INPUT
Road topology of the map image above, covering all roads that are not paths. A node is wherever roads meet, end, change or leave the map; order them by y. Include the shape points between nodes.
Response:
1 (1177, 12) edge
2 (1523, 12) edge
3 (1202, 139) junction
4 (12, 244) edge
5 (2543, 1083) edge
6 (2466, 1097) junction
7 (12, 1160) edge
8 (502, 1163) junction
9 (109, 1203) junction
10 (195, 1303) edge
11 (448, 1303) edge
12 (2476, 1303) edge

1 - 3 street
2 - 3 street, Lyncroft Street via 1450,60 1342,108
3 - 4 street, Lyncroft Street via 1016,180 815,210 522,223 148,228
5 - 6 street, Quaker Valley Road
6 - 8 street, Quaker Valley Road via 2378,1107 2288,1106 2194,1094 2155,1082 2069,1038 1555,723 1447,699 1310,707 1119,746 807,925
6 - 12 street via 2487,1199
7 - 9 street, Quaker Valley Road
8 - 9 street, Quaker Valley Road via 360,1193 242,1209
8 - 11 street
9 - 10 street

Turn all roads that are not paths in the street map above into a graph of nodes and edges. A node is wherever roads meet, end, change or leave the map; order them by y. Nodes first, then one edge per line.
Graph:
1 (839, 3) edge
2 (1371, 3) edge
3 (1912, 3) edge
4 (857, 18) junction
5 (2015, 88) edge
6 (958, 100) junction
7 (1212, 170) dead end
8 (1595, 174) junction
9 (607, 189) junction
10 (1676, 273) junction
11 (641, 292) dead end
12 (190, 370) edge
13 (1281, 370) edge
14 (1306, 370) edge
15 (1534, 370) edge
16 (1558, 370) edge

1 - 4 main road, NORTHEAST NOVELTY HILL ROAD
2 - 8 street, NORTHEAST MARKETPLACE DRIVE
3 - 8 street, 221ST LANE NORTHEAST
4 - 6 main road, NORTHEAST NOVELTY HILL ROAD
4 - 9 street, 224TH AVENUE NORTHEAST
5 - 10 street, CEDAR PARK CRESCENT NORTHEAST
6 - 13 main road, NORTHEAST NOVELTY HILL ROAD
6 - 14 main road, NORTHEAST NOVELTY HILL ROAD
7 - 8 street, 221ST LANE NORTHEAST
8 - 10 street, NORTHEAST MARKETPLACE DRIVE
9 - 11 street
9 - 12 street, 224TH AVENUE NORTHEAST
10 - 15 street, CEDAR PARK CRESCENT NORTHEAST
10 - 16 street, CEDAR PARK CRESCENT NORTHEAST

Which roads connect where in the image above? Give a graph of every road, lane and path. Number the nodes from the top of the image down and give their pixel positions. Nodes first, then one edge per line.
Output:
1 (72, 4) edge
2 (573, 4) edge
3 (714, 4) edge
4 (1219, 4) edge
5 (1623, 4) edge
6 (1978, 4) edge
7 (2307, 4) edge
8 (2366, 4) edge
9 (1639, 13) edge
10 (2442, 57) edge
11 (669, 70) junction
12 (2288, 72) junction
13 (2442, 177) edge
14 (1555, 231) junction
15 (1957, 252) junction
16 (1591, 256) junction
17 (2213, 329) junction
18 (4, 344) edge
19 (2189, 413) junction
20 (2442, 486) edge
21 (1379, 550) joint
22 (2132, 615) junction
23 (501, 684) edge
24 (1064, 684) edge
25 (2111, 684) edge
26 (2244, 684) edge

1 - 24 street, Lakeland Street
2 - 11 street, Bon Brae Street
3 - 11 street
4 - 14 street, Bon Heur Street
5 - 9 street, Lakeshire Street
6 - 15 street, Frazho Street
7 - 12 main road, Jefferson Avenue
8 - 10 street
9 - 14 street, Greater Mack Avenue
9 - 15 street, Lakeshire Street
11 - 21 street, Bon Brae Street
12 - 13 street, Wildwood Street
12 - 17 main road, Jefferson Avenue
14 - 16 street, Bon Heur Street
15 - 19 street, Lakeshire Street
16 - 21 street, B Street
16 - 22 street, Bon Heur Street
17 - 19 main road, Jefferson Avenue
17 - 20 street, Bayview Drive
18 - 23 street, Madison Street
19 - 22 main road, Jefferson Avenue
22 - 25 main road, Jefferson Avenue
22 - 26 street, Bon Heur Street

PROBLEM REQUIREMENTS
A complete answer lists each line of the data that holds the word "order".

PROBLEM SOLUTION
Road topology of the map image above, covering all roads that are not paths. A node is wherever roads meet, end, change or leave the map; order them by y. Include the shape points between nodes.
Turn all roads that are not paths in the street map above into a graph of nodes and edges. A node is wherever roads meet, end, change or leave the map; order them by y. Nodes first, then one edge per line.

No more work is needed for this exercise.